▶ WHAT IS EXPECTED: Repeat exactly the lines below that lie between the line with "thumb ip: (901, 337)" and the line with "middle mcp: (747, 323)", counting both of those lines as part of the answer.

[Opening AVAILABLE RECORDS section]

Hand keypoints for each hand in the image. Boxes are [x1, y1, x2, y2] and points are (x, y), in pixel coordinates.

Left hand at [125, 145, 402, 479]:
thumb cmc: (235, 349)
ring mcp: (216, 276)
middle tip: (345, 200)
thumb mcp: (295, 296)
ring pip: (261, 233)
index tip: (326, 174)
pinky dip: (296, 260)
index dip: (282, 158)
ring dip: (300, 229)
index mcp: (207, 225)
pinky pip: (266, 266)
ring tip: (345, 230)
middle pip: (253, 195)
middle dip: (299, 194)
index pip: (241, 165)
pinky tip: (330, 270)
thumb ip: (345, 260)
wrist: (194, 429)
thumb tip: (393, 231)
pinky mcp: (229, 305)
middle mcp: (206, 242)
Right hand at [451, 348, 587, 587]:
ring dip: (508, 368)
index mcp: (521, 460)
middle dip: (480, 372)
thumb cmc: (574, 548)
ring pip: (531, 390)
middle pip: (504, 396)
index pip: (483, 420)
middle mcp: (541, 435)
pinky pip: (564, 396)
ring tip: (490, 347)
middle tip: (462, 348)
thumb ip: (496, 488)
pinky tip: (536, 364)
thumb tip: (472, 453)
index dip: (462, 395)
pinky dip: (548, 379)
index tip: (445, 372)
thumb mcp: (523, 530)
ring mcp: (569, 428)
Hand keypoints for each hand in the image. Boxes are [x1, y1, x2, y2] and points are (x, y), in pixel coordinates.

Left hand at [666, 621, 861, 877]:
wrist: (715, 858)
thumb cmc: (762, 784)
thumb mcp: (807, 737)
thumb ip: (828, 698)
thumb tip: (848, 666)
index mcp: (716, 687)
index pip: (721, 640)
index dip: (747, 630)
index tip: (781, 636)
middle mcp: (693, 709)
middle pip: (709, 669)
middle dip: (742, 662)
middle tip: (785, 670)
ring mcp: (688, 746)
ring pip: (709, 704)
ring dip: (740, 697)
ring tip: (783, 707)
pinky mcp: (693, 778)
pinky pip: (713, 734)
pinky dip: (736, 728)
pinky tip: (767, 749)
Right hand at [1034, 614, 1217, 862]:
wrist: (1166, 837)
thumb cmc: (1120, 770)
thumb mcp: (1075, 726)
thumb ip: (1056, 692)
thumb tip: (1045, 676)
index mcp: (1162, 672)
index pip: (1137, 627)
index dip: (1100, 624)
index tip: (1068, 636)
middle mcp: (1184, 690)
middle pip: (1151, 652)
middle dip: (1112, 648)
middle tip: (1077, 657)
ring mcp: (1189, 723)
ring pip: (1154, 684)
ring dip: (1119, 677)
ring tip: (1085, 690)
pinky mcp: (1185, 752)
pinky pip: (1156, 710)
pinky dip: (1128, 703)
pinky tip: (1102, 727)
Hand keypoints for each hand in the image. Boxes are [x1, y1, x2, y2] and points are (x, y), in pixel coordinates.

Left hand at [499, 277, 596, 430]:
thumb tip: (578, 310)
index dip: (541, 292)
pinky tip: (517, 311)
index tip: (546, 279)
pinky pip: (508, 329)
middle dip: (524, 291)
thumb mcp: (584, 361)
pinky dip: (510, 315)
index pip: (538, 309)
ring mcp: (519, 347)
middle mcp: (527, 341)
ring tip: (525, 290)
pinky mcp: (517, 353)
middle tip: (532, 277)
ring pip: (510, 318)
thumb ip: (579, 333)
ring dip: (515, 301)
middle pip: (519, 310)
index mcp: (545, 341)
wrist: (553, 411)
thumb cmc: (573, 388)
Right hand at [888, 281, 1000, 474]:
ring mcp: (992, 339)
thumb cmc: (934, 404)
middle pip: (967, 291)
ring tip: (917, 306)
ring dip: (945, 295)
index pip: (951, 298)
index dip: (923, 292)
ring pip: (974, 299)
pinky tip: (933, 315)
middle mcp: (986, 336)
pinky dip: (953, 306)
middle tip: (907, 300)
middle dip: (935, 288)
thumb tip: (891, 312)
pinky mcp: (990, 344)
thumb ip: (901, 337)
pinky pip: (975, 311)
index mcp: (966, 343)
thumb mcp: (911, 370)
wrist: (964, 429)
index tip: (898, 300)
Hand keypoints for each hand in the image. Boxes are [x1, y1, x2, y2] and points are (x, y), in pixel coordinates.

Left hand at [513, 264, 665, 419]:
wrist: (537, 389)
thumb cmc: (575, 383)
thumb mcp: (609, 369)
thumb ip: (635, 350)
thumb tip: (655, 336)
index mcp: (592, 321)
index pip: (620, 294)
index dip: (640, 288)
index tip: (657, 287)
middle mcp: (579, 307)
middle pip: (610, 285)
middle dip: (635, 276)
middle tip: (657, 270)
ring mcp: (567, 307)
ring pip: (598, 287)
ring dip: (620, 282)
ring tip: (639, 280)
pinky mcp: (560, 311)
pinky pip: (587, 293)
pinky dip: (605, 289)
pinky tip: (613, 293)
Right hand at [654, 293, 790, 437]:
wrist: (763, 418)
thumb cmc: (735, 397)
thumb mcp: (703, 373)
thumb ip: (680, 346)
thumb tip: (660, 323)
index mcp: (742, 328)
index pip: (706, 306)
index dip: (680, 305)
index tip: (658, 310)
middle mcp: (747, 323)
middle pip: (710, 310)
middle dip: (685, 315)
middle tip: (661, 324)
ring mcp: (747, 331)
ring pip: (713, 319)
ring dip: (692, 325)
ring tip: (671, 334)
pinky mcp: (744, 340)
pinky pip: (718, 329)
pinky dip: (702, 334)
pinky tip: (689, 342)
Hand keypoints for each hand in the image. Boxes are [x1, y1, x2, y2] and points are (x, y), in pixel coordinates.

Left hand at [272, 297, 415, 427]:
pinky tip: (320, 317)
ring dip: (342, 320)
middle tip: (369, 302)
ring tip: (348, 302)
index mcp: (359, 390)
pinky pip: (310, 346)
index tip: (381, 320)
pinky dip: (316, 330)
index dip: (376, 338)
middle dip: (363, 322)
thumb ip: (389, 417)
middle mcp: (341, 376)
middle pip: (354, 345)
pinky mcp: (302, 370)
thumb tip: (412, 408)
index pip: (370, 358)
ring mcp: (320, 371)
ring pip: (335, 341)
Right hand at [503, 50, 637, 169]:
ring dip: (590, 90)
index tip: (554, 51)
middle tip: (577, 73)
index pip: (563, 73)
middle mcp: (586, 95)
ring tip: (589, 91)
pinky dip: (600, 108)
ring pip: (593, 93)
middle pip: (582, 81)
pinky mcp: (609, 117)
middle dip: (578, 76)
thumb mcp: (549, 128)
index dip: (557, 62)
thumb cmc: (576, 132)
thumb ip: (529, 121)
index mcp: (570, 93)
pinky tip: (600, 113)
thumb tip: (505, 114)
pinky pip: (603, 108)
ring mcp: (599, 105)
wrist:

[Closing AVAILABLE RECORDS section]

▶ PROBLEM SOLUTION:
thumb ip: (901, 337)
pinky pip: (975, 311)
index mcp: (966, 343)
thumb mcp: (911, 370)
wrist: (964, 429)
index tip: (898, 300)
Hand keypoints for each hand in the image. Boxes are [x1, y1, x2, y2] and points are (x, y), in pixel coordinates.

Left hand at [513, 264, 665, 419]:
wrist: (537, 389)
thumb cmc: (575, 383)
thumb mcp: (609, 369)
thumb ip: (635, 350)
thumb tip: (655, 336)
index mcp: (592, 321)
index pip: (620, 294)
index dip: (640, 288)
index tip: (657, 287)
middle mcp: (579, 307)
middle pip: (610, 285)
middle dip: (635, 276)
middle tip: (657, 270)
ring mcp: (567, 307)
ring pip: (598, 287)
ring dip: (620, 282)
ring tip: (639, 280)
pinky mcp: (560, 311)
pinky pip: (587, 293)
pinky dip: (605, 289)
pinky tip: (613, 293)
Right hand at [654, 293, 790, 437]:
wrist: (763, 418)
thumb cmc: (735, 397)
thumb mcp: (703, 373)
thumb ip: (680, 346)
thumb tip: (660, 323)
index mcp: (742, 328)
index pip: (706, 306)
index dip: (680, 305)
index tip: (658, 310)
middle mcp: (747, 323)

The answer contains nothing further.